Niet de schrijver, de lezer moet fantasie hebben.
(Harry Mulisch)

vrijdag 12 november 2010

Nar



Het was vrijdagavond, 17u30, en ik discussieerde met N.(7) en E.(5). Het ging over Pokemonkaarten. Plots zwegen de kinderen. Toen hoorde ik het ook: een discreet geklop.
Toen ik de voordeur opende, zag ik een vrouw met kortgeknipt haar en rock-and-roll kleren. Ze omhelsde me uitbundig. Voor me, met een ander kapsel en een nieuwe look, stond mijn vriendin A.
Verontschuldigingen uitend over het onverwacht bezoek stapte ze de drempel over. Toen A. in het dorp woonde, spraken we regelmatig af, maar sedert ze haar gezin had ingeruild voor een leven in het teken van schilderen, zeilen en Baudelaire, had ik haar maar twee keer meer gezien. Ik zei dat ik me die morgen nog had afgevraagd hoe het met haar ging.
'Je zou moeten weten!' zei ze. Aan de manier waarop ze haar ogen ten hemel sloeg en lachte, achtte ik het aangewezen in de keuken verder te praten.

Terwijl ik thee zette, kwam ik te weten dat ze een huis had gekocht bij Toulon en dat ze deze zomer in de Lozère had gewoond. We spraken over de Lozère, dat het van alle departementen la France profonde bij uitstek is, hoe wild en mooi de landschappen er zijn, hoe weinig toeristen er komen, en toen zei A.: 'Ik heb een man ontmoet.'
'Vertel,' zei ik. Elke keer ik A. zie heeft ze een man ontmoet.
'Ken je Stefan Zweig?' vroeg ze.
Ik knikte. Had ze Vingt-quatre heures de la vie d'une femme gelezen?
A. greep mijn polsen beet. 'Precies zoiets is me overkomen!'

'Op een dag,' vertelde ze, ' was ik in een restaurant aan het lunchen, toen een stel werklieden binnenkwam. Een van hen viel me op. Hij had een onverzorgde rosse haardos, een baard en een rode huid en er was iets vreemds aan zijn uiterlijk.'
'Baudelaire heeft het geschreven,' zei ze met twinkelingen in haar ogen, 'l'étrangeté est le condiment nécessaire de toute beauté.
'Ik observeerde hem,' ging ze verder. 'Hij sprak niet, maar dronk wel tien glazen rode wijn. Ik kreeg zin om hem te schilderen. Toen hij opstond, liep ik op hem af en vroeg of hij met me op restaurant wilde.
Hij schudde zijn hoofd. "Je suis un solitaire."'

In de week die volgde, zag A. hem enkele keren toevallig op café.

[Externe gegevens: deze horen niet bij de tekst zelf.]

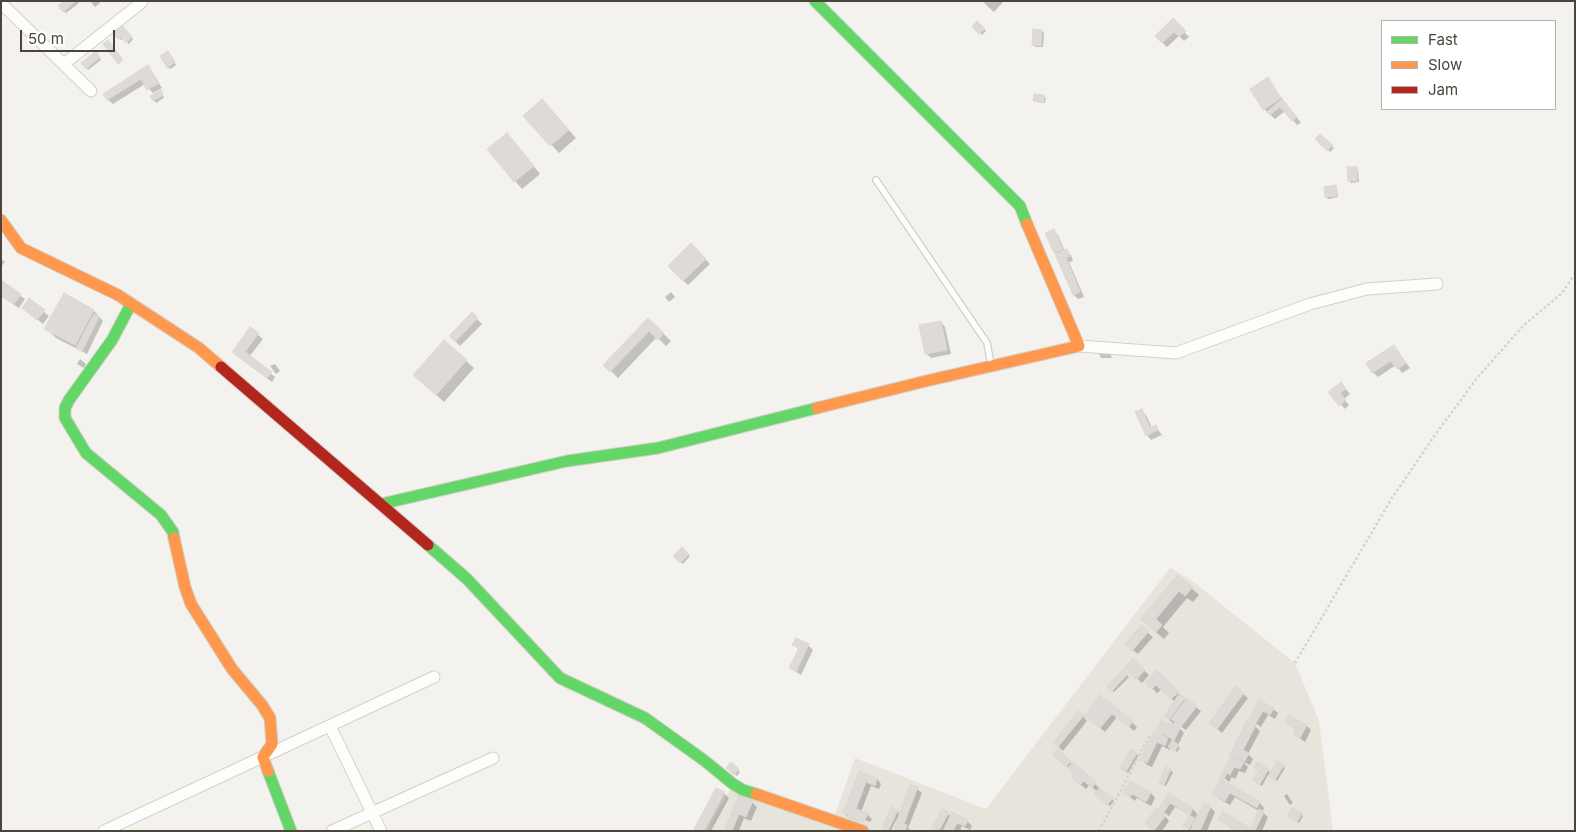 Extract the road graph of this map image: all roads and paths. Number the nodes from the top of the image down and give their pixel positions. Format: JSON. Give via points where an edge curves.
{"nodes":[{"id":1,"x":815,"y":1,"type":"edge"},
{"id":2,"x":1,"y":2,"type":"edge"},
{"id":3,"x":142,"y":2,"type":"edge"},
{"id":4,"x":64,"y":64,"type":"junction"},
{"id":5,"x":91,"y":91,"type":"dead end"},
{"id":6,"x":876,"y":180,"type":"dead end"},
{"id":7,"x":1,"y":220,"type":"edge"},
{"id":8,"x":1575,"y":274,"type":"edge"},
{"id":9,"x":1437,"y":284,"type":"dead end"},
{"id":10,"x":131,"y":304,"type":"junction"},
{"id":11,"x":1079,"y":346,"type":"junction"},
{"id":12,"x":991,"y":367,"type":"junction"},
{"id":13,"x":381,"y":504,"type":"junction"},
{"id":14,"x":1295,"y":663,"type":"dead end"},
{"id":15,"x":434,"y":677,"type":"dead end"},
{"id":16,"x":330,"y":726,"type":"junction"},
{"id":17,"x":1150,"y":735,"type":"dead end"},
{"id":18,"x":263,"y":758,"type":"junction"},
{"id":19,"x":493,"y":758,"type":"dead end"},
{"id":20,"x":373,"y":812,"type":"junction"},
{"id":21,"x":104,"y":831,"type":"edge"},
{"id":22,"x":291,"y":831,"type":"edge"},
{"id":23,"x":332,"y":831,"type":"edge"},
{"id":24,"x":381,"y":831,"type":"edge"},
{"id":25,"x":863,"y":831,"type":"edge"},
{"id":26,"x":1099,"y":831,"type":"edge"}],
"edges":[{"from":1,"to":11,"type":"street","via":[[1020,206]]},
{"from":2,"to":4,"type":"street"},
{"from":3,"to":4,"type":"street"},
{"from":4,"to":5,"type":"street"},
{"from":6,"to":12,"type":"lane","via":[[987,343]]},
{"from":7,"to":10,"type":"street","via":[[21,248]]},
{"from":8,"to":14,"type":"path","via":[[1562,293],[1523,326],[1477,378],[1435,435],[1392,498]]},
{"from":9,"to":11,"type":"street","via":[[1367,289],[1310,304],[1176,353]]},
{"from":10,"to":13,"type":"street","via":[[199,348]]},
{"from":10,"to":18,"type":"street","via":[[112,340],[69,400],[65,418],[86,453],[161,515],[173,532],[191,604],[232,669],[270,718],[272,744]]},
{"from":11,"to":12,"type":"street"},
{"from":12,"to":13,"type":"street","via":[[658,448],[567,461]]},
{"from":13,"to":25,"type":"street","via":[[467,579],[560,678],[645,718],[743,790]]},
{"from":15,"to":16,"type":"street"},
{"from":16,"to":18,"type":"street"},
{"from":16,"to":20,"type":"street"},
{"from":17,"to":26,"type":"path"},
{"from":18,"to":21,"type":"street"},
{"from":18,"to":22,"type":"street"},
{"from":19,"to":20,"type":"street"},
{"from":20,"to":23,"type":"street"},
{"from":20,"to":24,"type":"street"}]}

Elke keer dronk hij zeer veel. Ze sprak hem opnieuw aan.
'We spraken een paar dagen later af,' zei ze. 'Zijn broer kwam ook naar die afspraak. Hij vroeg wat mijn bedoelingen waren en liet me beloven dat ik zijn broer niet mocht kwetsen. "Pas op," zei hij nog, "hij is helderziende."
Daarna gingen we eten, die man en ik. Ik kwam te weten dat hij 42 jaar was, alleen en zonder kinderen, dat hij steenkapper was van beroep en met de stenen die hij uit de rots houwde, muren bouwde.
Na het eten vroeg hij of ik meekwam naar zijn huis. Ik denk dat ik de eerste vrouw was die over zijn drempel stapte. Je had moeten zien hoe hij woonde! Verschrikkelijk... Zodra ik binnen was, deed hij de deur op slot en wees naar de ramen. Hij beval me een raam te kiezen, want door de deur kwam ik niet meer buiten. Daarop maakte hij een duik naar mijn iPhone, snakte het toestel uit mijn handen en liep naar zijn kamer.'

A. beende van de ijskast naar het aanrecht en bootste hem met woeste gebaren na. Ik sloot voor de zekerheid de keukendeur.
'Hoe hij wegliep, in lompen, met vies haar en die iPhone in zijn handen geklemd, deed hij me denken aan een wild dier,' zei ze. 'Een wild dier dat iets blinkends ziet, het pakt en zich verstopt.' Haar blik werd plots zacht. 'Toen ik dat zag, besefte ik dat ik hem van hem hield.'

Ze vergeleek hem met Fantasio, het personage uit het gelijknamige toneelstuk van Alfred de Musset, niet alleen omdat hij net zoveel dronk, maar ook om zijn levenshouding.
Fantasio is een "literair" toneelstuk, dat heel makkelijk leest maar moeilijker is in scène te brengen. De Musset schreef het in 1833, toen hij 23 was en een relatie had met Georges Sand. Het werd voor het eerst opgevoerd in 1866, negen jaar na de dood van de Musset.
Fantasio verveelt zich en gaat gebukt onder schulden. Bij zijn vrienden en drinkebroers Spark, Facio en Hartman schuilt hij voor zijn schuldeisers. Terwijl de wijn vloeit, zet Fantasio zijn romantische ideeën uiteen. Wanneer hij verneemt dat de nar van de koning is gestorven, biedt hij zich aan op het hof. Daar worden voorbereidingen getroffen voor het huwelijk van de prinses, een vereniging waarbij vooral de staat gebaat is. Wanneer Fantasio nar wordt, probeert hij de prinses te overtuigen om het huwelijk te annuleren. Met een act van grote bravoure slaagt hij daarin. Dat heeft allerlei gevolgen.
Spotziek, romantisch, opstandig, ziet Fantasio het leven als een spel waarin hij zijn eigen plaats niet vindt.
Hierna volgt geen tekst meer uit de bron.